How to secure political support: domestic coalition or European linkage?

The enactment of pro-outsider reforms, we argue, crucially depends on the capacity to build political support by securing a ‘domestic coalition’ that includes workers in OECs or by leveraging the European connection in terms of material, institutional and cognitive resources. After examining each of these dimensions, the section concludes with a synthesis of the main argument of this paper, which will be tested in the empirical part.

Securing domestic political support

We start with the observation that outsiders are a minority in the labour markets of all advanced industrial economies and similarly in the electoral arena. It is therefore critical to expand the political support base for reforms that improve their position.

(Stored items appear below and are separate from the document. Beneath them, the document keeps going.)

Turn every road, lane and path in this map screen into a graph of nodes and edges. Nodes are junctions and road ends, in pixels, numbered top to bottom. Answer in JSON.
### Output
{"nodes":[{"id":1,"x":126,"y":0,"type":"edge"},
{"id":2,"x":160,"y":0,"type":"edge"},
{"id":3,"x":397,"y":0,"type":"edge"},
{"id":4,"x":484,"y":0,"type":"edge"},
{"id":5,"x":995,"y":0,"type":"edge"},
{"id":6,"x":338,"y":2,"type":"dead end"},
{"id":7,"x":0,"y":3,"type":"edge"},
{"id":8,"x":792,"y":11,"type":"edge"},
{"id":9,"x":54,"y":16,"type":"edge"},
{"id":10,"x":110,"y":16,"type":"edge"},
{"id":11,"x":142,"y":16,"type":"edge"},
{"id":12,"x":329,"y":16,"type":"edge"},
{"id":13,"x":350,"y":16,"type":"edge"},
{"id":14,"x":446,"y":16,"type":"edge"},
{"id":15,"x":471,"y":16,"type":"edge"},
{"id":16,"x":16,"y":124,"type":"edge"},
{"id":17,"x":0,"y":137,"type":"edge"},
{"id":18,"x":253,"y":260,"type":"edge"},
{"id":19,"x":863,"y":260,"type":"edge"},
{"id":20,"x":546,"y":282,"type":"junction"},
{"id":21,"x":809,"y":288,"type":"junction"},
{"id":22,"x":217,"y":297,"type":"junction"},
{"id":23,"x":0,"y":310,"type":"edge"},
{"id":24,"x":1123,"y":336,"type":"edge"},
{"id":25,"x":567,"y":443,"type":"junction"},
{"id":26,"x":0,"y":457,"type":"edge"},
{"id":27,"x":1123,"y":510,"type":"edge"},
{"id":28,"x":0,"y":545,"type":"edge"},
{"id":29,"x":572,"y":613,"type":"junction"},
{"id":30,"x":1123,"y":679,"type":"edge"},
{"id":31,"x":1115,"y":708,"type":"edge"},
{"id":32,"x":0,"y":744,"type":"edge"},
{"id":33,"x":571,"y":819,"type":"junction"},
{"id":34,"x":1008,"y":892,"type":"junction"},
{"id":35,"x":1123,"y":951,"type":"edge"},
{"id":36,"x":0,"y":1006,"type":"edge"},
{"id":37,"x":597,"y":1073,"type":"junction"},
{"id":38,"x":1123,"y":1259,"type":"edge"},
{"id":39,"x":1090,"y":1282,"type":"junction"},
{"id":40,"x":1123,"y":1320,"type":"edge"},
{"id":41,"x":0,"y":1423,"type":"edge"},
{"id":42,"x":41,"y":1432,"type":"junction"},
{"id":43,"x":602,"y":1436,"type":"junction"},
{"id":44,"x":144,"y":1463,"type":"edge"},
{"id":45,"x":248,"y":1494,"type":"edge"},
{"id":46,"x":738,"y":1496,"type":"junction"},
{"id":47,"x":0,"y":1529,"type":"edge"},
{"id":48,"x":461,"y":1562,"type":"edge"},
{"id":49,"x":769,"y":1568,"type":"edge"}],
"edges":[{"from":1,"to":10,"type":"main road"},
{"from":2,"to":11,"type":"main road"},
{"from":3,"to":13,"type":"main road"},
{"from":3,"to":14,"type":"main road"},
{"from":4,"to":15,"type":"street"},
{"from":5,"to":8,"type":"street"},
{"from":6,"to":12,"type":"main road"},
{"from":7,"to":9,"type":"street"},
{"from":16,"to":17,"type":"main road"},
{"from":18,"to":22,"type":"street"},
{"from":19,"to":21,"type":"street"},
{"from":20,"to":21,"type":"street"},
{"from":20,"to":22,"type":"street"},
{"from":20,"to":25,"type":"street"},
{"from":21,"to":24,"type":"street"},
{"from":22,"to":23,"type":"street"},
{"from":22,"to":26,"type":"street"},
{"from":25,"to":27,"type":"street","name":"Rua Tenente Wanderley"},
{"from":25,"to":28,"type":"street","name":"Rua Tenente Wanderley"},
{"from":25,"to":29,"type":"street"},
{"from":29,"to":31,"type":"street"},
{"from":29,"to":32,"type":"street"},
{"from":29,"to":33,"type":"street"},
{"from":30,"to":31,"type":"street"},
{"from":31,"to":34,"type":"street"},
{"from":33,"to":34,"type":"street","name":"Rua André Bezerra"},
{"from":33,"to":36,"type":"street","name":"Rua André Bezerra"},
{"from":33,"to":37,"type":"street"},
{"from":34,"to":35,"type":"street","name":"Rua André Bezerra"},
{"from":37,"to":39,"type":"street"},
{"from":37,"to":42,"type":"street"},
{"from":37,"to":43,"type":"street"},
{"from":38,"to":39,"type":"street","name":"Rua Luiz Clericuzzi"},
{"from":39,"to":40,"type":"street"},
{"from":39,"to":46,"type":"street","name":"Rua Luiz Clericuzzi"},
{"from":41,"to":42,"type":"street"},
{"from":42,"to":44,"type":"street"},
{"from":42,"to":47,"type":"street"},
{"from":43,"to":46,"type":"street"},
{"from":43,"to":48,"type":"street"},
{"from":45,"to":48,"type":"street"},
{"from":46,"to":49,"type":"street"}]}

In all the 38 instances of reforms in our dataset, the share of FTCs in the dependent workforce ranges from 0.8% (Denmark, 1985) to 29% (Spain, 1994). The picture stays the same if we consider only the 16 instances of reforms increasing regulation, from 1.3% (Ireland, 2003) to 29% (Spain, 1994). This observation also holds if we include part-time work, agency work, and bogus self-employment. In all situations, the share of workers with permanent contracts outnumbers that of workers with atypical contracts.

The social policy retrenchment and labour market dualization literatures have long underlined that governments face significant electoral costs when reducing insiders’ advantages, as policies (EPL) create their own constituencies (workers in permanent contracts) invested in keeping a comparatively favourable position (dualization) (Rueda 2005). This is why two-tier reforms that protect insiders whilst deregulating nonstandard employment have faced less, or muted, opposition over the last decades.

A straightforward political arithmetic ensues: the enactment of pro-outsider reforms is greatly eased if the large majority of dependent workers in permanent contracts are either co-opted or their potential opposition de-mobilized. Insiders and trade unions can be expected to oppose reforms improving the position of FTCs if these reforms are made at the expense of further deregulating open-ended contracts. This is especially the case when unions take a class struggle approach (countering any expansion of commodification through EPL deregulation) or when they adopt a pro-insider orientation (Hyman 2001; Marques and Salavisa 2017; Marques and Fonseca 2022). To reverse Pierson’s formula, reforms delivering concentrated benefits to a minority of outsiders are less likely if they impose costs on insiders (Pierson 2001).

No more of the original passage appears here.